To do –
Repeat, exactly and completely, the entries shown underneath.

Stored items

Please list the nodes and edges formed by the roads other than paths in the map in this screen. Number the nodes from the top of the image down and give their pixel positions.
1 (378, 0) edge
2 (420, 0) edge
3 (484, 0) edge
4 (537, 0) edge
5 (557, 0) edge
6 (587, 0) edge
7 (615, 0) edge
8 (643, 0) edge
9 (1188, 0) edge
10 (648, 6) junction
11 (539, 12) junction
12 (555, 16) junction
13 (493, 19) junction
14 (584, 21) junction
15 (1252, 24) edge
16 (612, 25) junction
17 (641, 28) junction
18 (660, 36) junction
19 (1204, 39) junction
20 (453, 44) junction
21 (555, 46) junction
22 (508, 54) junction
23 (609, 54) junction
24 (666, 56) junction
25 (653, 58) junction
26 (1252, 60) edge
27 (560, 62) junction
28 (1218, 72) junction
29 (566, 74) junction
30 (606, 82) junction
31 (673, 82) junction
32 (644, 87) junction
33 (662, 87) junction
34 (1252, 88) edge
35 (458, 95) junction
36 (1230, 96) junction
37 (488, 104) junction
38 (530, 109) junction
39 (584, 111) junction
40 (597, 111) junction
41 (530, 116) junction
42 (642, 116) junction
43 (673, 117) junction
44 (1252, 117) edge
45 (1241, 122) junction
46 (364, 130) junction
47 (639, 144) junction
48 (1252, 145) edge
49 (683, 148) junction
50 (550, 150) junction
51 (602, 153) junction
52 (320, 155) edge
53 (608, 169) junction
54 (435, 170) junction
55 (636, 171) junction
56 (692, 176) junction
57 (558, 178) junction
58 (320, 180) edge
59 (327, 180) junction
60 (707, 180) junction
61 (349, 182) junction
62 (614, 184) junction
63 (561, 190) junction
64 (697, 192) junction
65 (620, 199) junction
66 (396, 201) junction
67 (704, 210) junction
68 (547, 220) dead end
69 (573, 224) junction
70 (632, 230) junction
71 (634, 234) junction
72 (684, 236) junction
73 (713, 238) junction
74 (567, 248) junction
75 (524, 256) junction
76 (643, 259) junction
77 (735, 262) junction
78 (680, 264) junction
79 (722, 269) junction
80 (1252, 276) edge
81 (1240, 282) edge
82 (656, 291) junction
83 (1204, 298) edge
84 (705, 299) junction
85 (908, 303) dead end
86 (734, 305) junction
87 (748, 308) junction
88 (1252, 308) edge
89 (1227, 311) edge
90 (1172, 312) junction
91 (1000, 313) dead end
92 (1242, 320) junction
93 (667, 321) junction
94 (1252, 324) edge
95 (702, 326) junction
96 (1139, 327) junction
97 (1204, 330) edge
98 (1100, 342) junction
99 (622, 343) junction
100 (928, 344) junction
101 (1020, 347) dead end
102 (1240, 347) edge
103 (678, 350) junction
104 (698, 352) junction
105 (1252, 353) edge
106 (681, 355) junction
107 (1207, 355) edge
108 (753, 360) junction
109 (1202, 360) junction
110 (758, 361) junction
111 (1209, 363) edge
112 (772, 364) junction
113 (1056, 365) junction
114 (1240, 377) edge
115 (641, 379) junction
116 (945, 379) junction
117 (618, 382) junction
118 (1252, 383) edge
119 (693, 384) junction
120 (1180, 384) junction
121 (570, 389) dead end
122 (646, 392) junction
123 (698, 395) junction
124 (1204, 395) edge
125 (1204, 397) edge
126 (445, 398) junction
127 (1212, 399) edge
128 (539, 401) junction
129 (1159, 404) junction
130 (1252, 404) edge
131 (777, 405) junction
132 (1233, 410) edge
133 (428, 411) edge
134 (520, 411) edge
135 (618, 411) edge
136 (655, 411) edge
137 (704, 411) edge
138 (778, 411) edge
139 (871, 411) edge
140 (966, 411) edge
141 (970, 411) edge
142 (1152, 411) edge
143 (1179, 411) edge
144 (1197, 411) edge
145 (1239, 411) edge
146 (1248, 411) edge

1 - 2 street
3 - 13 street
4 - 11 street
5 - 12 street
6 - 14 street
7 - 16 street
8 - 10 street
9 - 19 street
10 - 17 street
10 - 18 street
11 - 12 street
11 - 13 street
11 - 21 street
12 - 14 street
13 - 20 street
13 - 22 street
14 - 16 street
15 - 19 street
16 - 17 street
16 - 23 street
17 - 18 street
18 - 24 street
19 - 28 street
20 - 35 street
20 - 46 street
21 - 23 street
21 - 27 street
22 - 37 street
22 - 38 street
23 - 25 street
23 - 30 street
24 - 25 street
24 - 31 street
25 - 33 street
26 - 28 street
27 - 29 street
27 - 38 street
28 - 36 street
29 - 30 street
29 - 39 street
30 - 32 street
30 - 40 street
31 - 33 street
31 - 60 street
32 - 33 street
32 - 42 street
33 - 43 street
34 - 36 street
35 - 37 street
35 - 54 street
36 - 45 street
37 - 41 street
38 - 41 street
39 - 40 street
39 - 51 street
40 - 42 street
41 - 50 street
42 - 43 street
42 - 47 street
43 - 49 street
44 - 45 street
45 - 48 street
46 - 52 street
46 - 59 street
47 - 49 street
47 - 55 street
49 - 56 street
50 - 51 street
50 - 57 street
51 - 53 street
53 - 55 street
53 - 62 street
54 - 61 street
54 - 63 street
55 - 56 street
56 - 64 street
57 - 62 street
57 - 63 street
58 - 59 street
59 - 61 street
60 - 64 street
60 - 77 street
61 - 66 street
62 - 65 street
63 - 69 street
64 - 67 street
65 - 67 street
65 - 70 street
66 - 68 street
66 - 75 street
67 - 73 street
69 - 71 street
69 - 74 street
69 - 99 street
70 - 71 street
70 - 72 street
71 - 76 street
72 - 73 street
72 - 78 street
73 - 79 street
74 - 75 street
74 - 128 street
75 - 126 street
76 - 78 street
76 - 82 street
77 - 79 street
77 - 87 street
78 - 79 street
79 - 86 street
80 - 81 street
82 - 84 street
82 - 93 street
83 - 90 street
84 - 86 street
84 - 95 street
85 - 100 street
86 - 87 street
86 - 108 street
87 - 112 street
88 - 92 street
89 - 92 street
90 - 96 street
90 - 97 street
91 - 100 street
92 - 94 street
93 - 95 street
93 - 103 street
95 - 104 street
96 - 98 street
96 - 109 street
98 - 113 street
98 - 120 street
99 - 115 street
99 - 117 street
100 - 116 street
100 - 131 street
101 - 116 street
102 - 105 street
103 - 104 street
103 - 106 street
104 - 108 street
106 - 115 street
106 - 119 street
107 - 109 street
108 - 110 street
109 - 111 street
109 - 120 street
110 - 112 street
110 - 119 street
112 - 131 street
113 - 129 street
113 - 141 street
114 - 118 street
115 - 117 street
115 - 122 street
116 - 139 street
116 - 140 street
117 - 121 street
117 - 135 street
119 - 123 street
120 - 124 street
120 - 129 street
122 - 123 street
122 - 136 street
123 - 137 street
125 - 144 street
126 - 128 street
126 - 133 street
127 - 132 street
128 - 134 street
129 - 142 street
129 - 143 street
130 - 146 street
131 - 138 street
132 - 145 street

Result below –
Please list the nodes and edges formed by the roads other than paths in the map in this screen. Number the nodes from the top of the image down and give their pixel positions.
1 (378, 0) edge
2 (420, 0) edge
3 (484, 0) edge
4 (537, 0) edge
5 (557, 0) edge
6 (587, 0) edge
7 (615, 0) edge
8 (643, 0) edge
9 (1188, 0) edge
10 (648, 6) junction
11 (539, 12) junction
12 (555, 16) junction
13 (493, 19) junction
14 (584, 21) junction
15 (1252, 24) edge
16 (612, 25) junction
17 (641, 28) junction
18 (660, 36) junction
19 (1204, 39) junction
20 (453, 44) junction
21 (555, 46) junction
22 (508, 54) junction
23 (609, 54) junction
24 (666, 56) junction
25 (653, 58) junction
26 (1252, 60) edge
27 (560, 62) junction
28 (1218, 72) junction
29 (566, 74) junction
30 (606, 82) junction
31 (673, 82) junction
32 (644, 87) junction
33 (662, 87) junction
34 (1252, 88) edge
35 (458, 95) junction
36 (1230, 96) junction
37 (488, 104) junction
38 (530, 109) junction
39 (584, 111) junction
40 (597, 111) junction
41 (530, 116) junction
42 (642, 116) junction
43 (673, 117) junction
44 (1252, 117) edge
45 (1241, 122) junction
46 (364, 130) junction
47 (639, 144) junction
48 (1252, 145) edge
49 (683, 148) junction
50 (550, 150) junction
51 (602, 153) junction
52 (320, 155) edge
53 (608, 169) junction
54 (435, 170) junction
55 (636, 171) junction
56 (692, 176) junction
57 (558, 178) junction
58 (320, 180) edge
59 (327, 180) junction
60 (707, 180) junction
61 (349, 182) junction
62 (614, 184) junction
63 (561, 190) junction
64 (697, 192) junction
65 (620, 199) junction
66 (396, 201) junction
67 (704, 210) junction
68 (547, 220) dead end
69 (573, 224) junction
70 (632, 230) junction
71 (634, 234) junction
72 (684, 236) junction
73 (713, 238) junction
74 (567, 248) junction
75 (524, 256) junction
76 (643, 259) junction
77 (735, 262) junction
78 (680, 264) junction
79 (722, 269) junction
80 (1252, 276) edge
81 (1240, 282) edge
82 (656, 291) junction
83 (1204, 298) edge
84 (705, 299) junction
85 (908, 303) dead end
86 (734, 305) junction
87 (748, 308) junction
88 (1252, 308) edge
89 (1227, 311) edge
90 (1172, 312) junction
91 (1000, 313) dead end
92 (1242, 320) junction
93 (667, 321) junction
94 (1252, 324) edge
95 (702, 326) junction
96 (1139, 327) junction
97 (1204, 330) edge
98 (1100, 342) junction
99 (622, 343) junction
100 (928, 344) junction
101 (1020, 347) dead end
102 (1240, 347) edge
103 (678, 350) junction
104 (698, 352) junction
105 (1252, 353) edge
106 (681, 355) junction
107 (1207, 355) edge
108 (753, 360) junction
109 (1202, 360) junction
110 (758, 361) junction
111 (1209, 363) edge
112 (772, 364) junction
113 (1056, 365) junction
114 (1240, 377) edge
115 (641, 379) junction
116 (945, 379) junction
117 (618, 382) junction
118 (1252, 383) edge
119 (693, 384) junction
120 (1180, 384) junction
121 (570, 389) dead end
122 (646, 392) junction
123 (698, 395) junction
124 (1204, 395) edge
125 (1204, 397) edge
126 (445, 398) junction
127 (1212, 399) edge
128 (539, 401) junction
129 (1159, 404) junction
130 (1252, 404) edge
131 (777, 405) junction
132 (1233, 410) edge
133 (428, 411) edge
134 (520, 411) edge
135 (618, 411) edge
136 (655, 411) edge
137 (704, 411) edge
138 (778, 411) edge
139 (871, 411) edge
140 (966, 411) edge
141 (970, 411) edge
142 (1152, 411) edge
143 (1179, 411) edge
144 (1197, 411) edge
145 (1239, 411) edge
146 (1248, 411) edge

1 - 2 street
3 - 13 street
4 - 11 street
5 - 12 street
6 - 14 street
7 - 16 street
8 - 10 street
9 - 19 street
10 - 17 street
10 - 18 street
11 - 12 street
11 - 13 street
11 - 21 street
12 - 14 street
13 - 20 street
13 - 22 street
14 - 16 street
15 - 19 street
16 - 17 street
16 - 23 street
17 - 18 street
18 - 24 street
19 - 28 street
20 - 35 street
20 - 46 street
21 - 23 street
21 - 27 street
22 - 37 street
22 - 38 street
23 - 25 street
23 - 30 street
24 - 25 street
24 - 31 street
25 - 33 street
26 - 28 street
27 - 29 street
27 - 38 street
28 - 36 street
29 - 30 street
29 - 39 street
30 - 32 street
30 - 40 street
31 - 33 street
31 - 60 street
32 - 33 street
32 - 42 street
33 - 43 street
34 - 36 street
35 - 37 street
35 - 54 street
36 - 45 street
37 - 41 street
38 - 41 street
39 - 40 street
39 - 51 street
40 - 42 street
41 - 50 street
42 - 43 street
42 - 47 street
43 - 49 street
44 - 45 street
45 - 48 street
46 - 52 street
46 - 59 street
47 - 49 street
47 - 55 street
49 - 56 street
50 - 51 street
50 - 57 street
51 - 53 street
53 - 55 street
53 - 62 street
54 - 61 street
54 - 63 street
55 - 56 street
56 - 64 street
57 - 62 street
57 - 63 street
58 - 59 street
59 - 61 street
60 - 64 street
60 - 77 street
61 - 66 street
62 - 65 street
63 - 69 street
64 - 67 street
65 - 67 street
65 - 70 street
66 - 68 street
66 - 75 street
67 - 73 street
69 - 71 street
69 - 74 street
69 - 99 street
70 - 71 street
70 - 72 street
71 - 76 street
72 - 73 street
72 - 78 street
73 - 79 street
74 - 75 street
74 - 128 street
75 - 126 street
76 - 78 street
76 - 82 street
77 - 79 street
77 - 87 street
78 - 79 street
79 - 86 street
80 - 81 street
82 - 84 street
82 - 93 street
83 - 90 street
84 - 86 street
84 - 95 street
85 - 100 street
86 - 87 street
86 - 108 street
87 - 112 street
88 - 92 street
89 - 92 street
90 - 96 street
90 - 97 street
91 - 100 street
92 - 94 street
93 - 95 street
93 - 103 street
95 - 104 street
96 - 98 street
96 - 109 street
98 - 113 street
98 - 120 street
99 - 115 street
99 - 117 street
100 - 116 street
100 - 131 street
101 - 116 street
102 - 105 street
103 - 104 street
103 - 106 street
104 - 108 street
106 - 115 street
106 - 119 street
107 - 109 street
108 - 110 street
109 - 111 street
109 - 120 street
110 - 112 street
110 - 119 street
112 - 131 street
113 - 129 street
113 - 141 street
114 - 118 street
115 - 117 street
115 - 122 street
116 - 139 street
116 - 140 street
117 - 121 street
117 - 135 street
119 - 123 street
120 - 124 street
120 - 129 street
122 - 123 street
122 - 136 street
123 - 137 street
125 - 144 street
126 - 128 street
126 - 133 street
127 - 132 street
128 - 134 street
129 - 142 street
129 - 143 street
130 - 146 street
131 - 138 street
132 - 145 street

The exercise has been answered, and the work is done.